Collins used every trick of his craft this season, and into the postseason.
Knowing teams would be thin, Collins created two starting lineups, the second headlined by Lou Williams and Thaddeus Young, the team's best halfcourt scoring options.
Knowing the sensitivity of his lone All-Star, Collins cultivated weekly worship sessions at the feet of Iguodala. Collins cast Iggy as a gritty defender who played hurt more often than not, and Iguodala's ego was assuaged just enough to keep him engaged.
Then, when fate delivered Rose and Noah to the Bulls' sideline, Collins pounced.
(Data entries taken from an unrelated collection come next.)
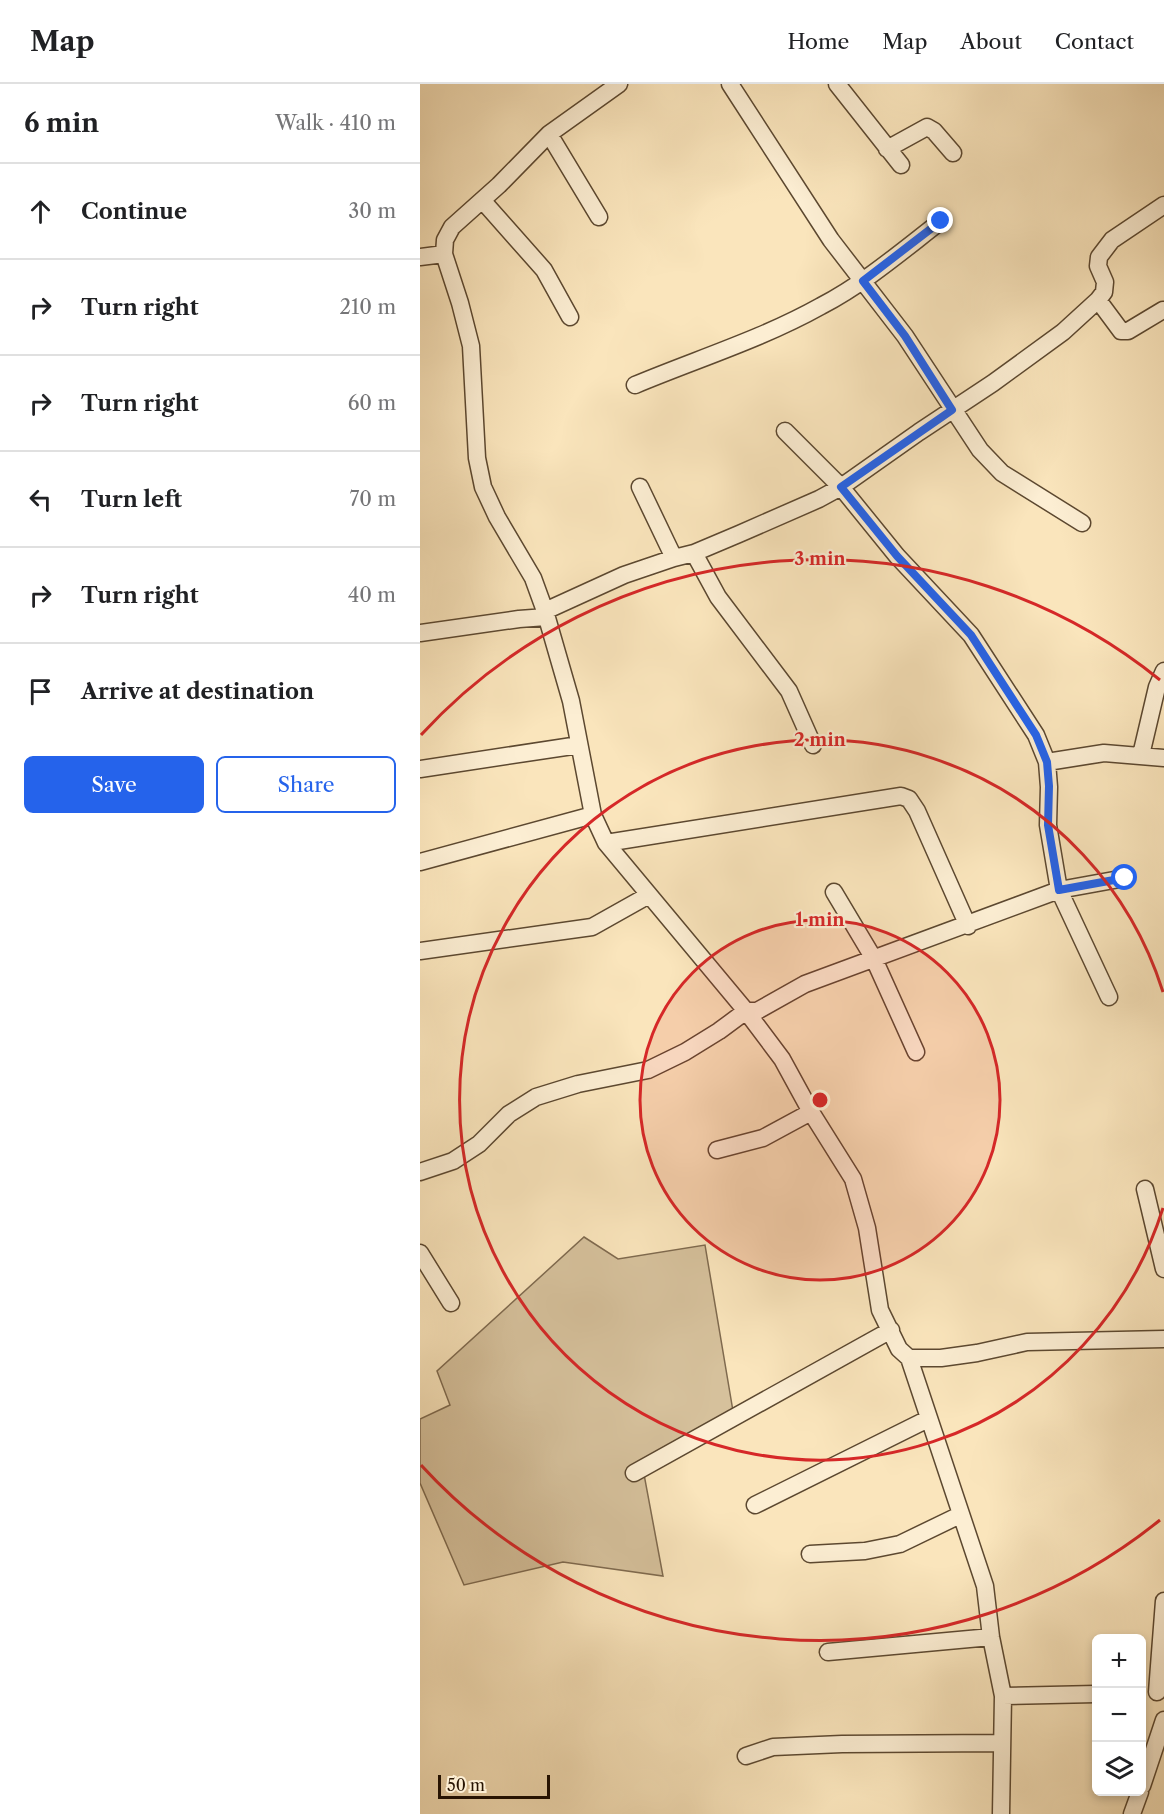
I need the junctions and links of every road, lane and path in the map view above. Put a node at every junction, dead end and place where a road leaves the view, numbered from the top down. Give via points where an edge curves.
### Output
1 (619, 84) edge
2 (730, 84) edge
3 (837, 84) edge
4 (549, 134) junction
5 (887, 148) junction
6 (953, 153) dead end
7 (901, 165) dead end
8 (482, 200) junction
9 (1164, 205) edge
10 (599, 217) dead end
11 (941, 221) dead end
12 (444, 254) junction
13 (420, 257) edge
14 (863, 281) junction
15 (1098, 300) junction
16 (1163, 310) edge
17 (570, 317) dead end
18 (635, 385) dead end
19 (952, 410) junction
20 (785, 431) dead end
21 (640, 487) dead end
22 (841, 487) junction
23 (1082, 523) dead end
24 (694, 553) junction
25 (674, 558) junction
26 (546, 614) junction
27 (420, 633) edge
28 (1164, 671) edge
29 (579, 745) junction
30 (813, 745) dead end
31 (1141, 755) junction
32 (1164, 758) edge
33 (1047, 762) junction
34 (420, 769) edge
35 (593, 815) junction
36 (606, 843) junction
37 (420, 862) edge
38 (1125, 878) dead end
39 (1059, 890) junction
40 (834, 892) dead end
41 (649, 895) junction
42 (968, 926) junction
43 (420, 951) edge
44 (874, 959) junction
45 (1109, 997) dead end
46 (746, 1011) junction
47 (916, 1052) dead end
48 (811, 1112) junction
49 (717, 1150) dead end
50 (420, 1172) edge
51 (1146, 1189) dead end
52 (420, 1253) edge
53 (1164, 1269) edge
54 (451, 1303) dead end
55 (891, 1330) junction
56 (1164, 1339) edge
57 (909, 1359) junction
58 (928, 1419) junction
59 (634, 1473) dead end
60 (755, 1505) dead end
61 (960, 1515) junction
62 (810, 1554) dead end
63 (1164, 1601) edge
64 (991, 1637) junction
65 (828, 1652) dead end
66 (1154, 1693) edge
67 (1092, 1694) edge
68 (1003, 1696) junction
69 (1164, 1720) edge
70 (1002, 1743) junction
71 (746, 1756) dead end
72 (1146, 1774) edge
73 (1138, 1796) edge
74 (1001, 1814) edge
75 (1132, 1814) edge

1 - 4 street
2 - 14 street via 831,240
3 - 5 street
4 - 8 street
4 - 10 street
5 - 6 street via 927,127
5 - 7 street
8 - 12 street via 452,227 445,240
8 - 17 street via 544,270
9 - 15 street via 1112,240 1099,257 1104,291
11 - 14 street
12 - 13 street
12 - 26 street via 471,346 477,458 483,487 533,579
14 - 18 street via 774,329
14 - 19 street via 905,336
15 - 16 street via 1121,331 1128,331
15 - 19 street via 1063,332
19 - 22 street
19 - 23 street via 1002,473
20 - 22 street
21 - 25 street
22 - 24 street
22 - 33 street via 897,556 971,635 1036,735
24 - 25 street
24 - 30 street via 718,597 789,691
25 - 26 street via 624,575
26 - 27 street
26 - 29 street via 571,700
28 - 31 street
29 - 34 street
29 - 35 street
31 - 32 street
31 - 33 street via 1104,753
33 - 39 street via 1048,825
35 - 36 street
35 - 37 street
36 - 41 street
36 - 42 street via 901,796 909,799 917,811
38 - 39 street
39 - 42 street
39 - 45 street
40 - 44 street
41 - 43 street via 592,927
41 - 46 street
42 - 44 street
44 - 46 street via 805,984 757,1011
44 - 47 street
46 - 48 street via 782,1059
46 - 50 street via 685,1052 648,1070 536,1097 509,1114 480,1144 453,1161
48 - 49 street via 763,1138
48 - 55 street via 853,1179 867,1228 880,1310
51 - 53 street
52 - 54 street
55 - 57 street via 899,1349
55 - 59 street
56 - 57 street via 1027,1342 968,1354
57 - 58 street
58 - 60 street
58 - 61 street
61 - 62 street via 900,1544 865,1551
61 - 64 street via 985,1586
63 - 66 street
64 - 65 street
64 - 68 street
67 - 68 street
68 - 70 street
69 - 72 street
70 - 71 street via 773,1747
70 - 74 street
73 - 75 street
Knowing his team would struggle to stop the Bulls' backcourt, Collins put lanky Evan Turner on backup Bulls point guard C.J. Watson, the overmatched understudy of Derrick Rose. Watson disappeared.
Knowing he lacked a real scorer, Collins tried to turn Holiday into Allen Iverson. Williams remains befuddled by double teams, Young lacked the heart and the heft to handle the Bulls' bigs; there was nothing else to do but make Holiday a gunner.
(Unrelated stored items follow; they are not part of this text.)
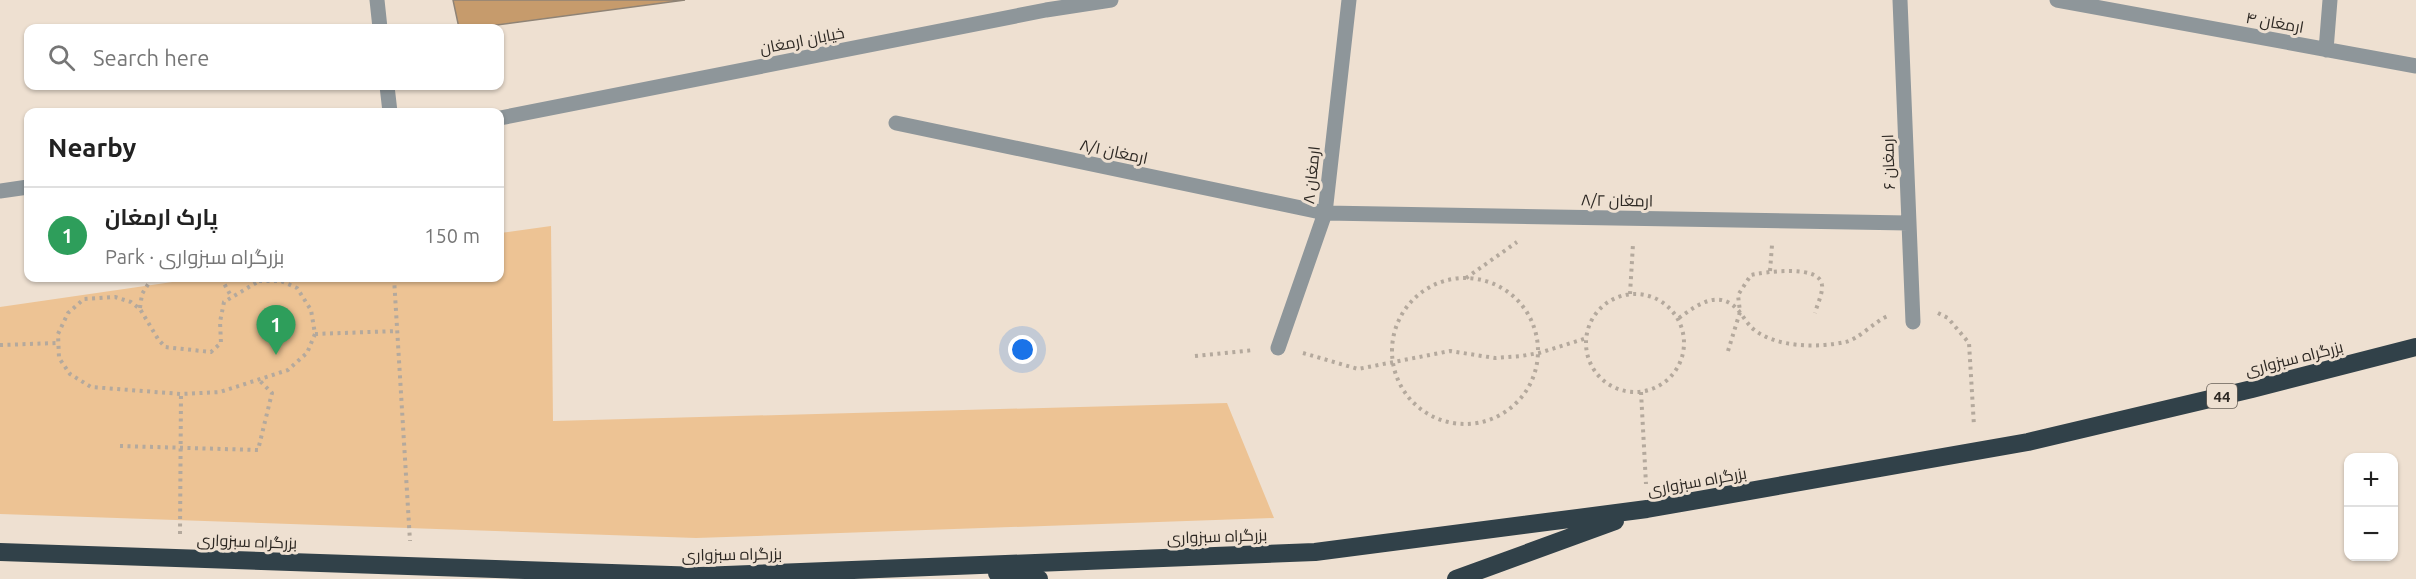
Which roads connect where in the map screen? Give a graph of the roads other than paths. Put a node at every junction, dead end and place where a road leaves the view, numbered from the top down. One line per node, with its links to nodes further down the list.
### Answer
1 (377, 0): 8 (street)
2 (1112, 0): 7 (street, خیابان ارمغان)
3 (1349, 0): 17 (street, ارمغان ۸)
4 (1900, 0): 18 (street, ارمغان ۶)
5 (2058, 0): 9 (street, ارمغان ۴)
6 (2330, 0): 9 (street)
7 (1047, 5): 13 (street, خیابان ارمغان)
8 (380, 24)
9 (2326, 50): 10 (street, ارمغان ۴)
10 (2416, 66)
11 (387, 90): 12 (street)
12 (390, 108)
13 (504, 117)
14 (896, 123): 17 (street, ارمغان ۸/۱)
15 (24, 188): 16 (street)
16 (0, 191)
17 (1325, 213): 18 (street, ارمغان ۸/۲); 21 (street, ارمغان ۸)
18 (1908, 223): 19 (street, ارمغان ۶)
19 (1912, 314)
20 (2416, 347): 22 (highway, بزرگراه سبزواری / 44)
21 (1278, 348)
22 (1647, 509): 24 (highway, بزرگراه سبزواری / 44); 26 (highway)
23 (0, 552): 24 (highway, بزرگراه سبزواری / 44)
24 (952, 566): 25 (highway)
25 (1039, 579)
26 (1456, 579)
Knowing the league would listen, if only out of embarrassment, Collins cried foul after the Bulls beat his boys bloody in Game 5. Or, rather, he cried no foul. He whined about physicality of the sumo match in Chicago and whimpered about how his team could not transform itself into a "smash-mouth" club. Collins even sent Spencer Hawes to the postgame podium with claw marks on his face. Bulls bully Taj Gibson was blamed for the scratches.
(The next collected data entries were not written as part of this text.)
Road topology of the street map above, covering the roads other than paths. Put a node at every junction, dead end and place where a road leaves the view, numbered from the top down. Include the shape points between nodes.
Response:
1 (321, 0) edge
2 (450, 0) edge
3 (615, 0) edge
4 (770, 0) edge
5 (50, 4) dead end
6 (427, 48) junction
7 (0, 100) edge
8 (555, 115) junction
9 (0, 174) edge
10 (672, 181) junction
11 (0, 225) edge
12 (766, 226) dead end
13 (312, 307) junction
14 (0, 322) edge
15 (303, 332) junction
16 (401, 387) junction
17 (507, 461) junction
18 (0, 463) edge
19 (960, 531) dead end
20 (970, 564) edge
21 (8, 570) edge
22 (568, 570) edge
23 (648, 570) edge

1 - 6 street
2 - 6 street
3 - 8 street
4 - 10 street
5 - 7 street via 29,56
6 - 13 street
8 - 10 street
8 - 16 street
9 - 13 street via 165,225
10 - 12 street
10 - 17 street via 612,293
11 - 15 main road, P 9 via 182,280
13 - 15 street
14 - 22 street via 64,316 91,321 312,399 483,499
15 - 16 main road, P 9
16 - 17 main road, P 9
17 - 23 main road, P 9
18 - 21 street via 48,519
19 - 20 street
But there might have been flash under Collins' fingernails.
Sure enough, the mosh pit of Game 5 became a waltz in Game 6, a tempo much more to the Sixers' liking.
At 60, this is Collins' last stop.
Make no mistake: He takes great joy in this.
He just takes great joy in everything else even more.
Cooper's mother, Kelly, is expecting a third child in 2 weeks. Collins hopes to have beaten the Celtics by then.
It is a paradoxical existence.
As ever, he can't stop talking, but now he bites his tongue until it bleeds.
He makes big-money players like Iguodala and Elton Brand do midlevel grunt work and defer to young Holiday and callow Turner and mercurial Williams. Impossible, no?
"I don't believe in coincidence," Collins said of numerical illogic that placed his team in Round 2.
But he traffics in excellence. And he's an excellent liar.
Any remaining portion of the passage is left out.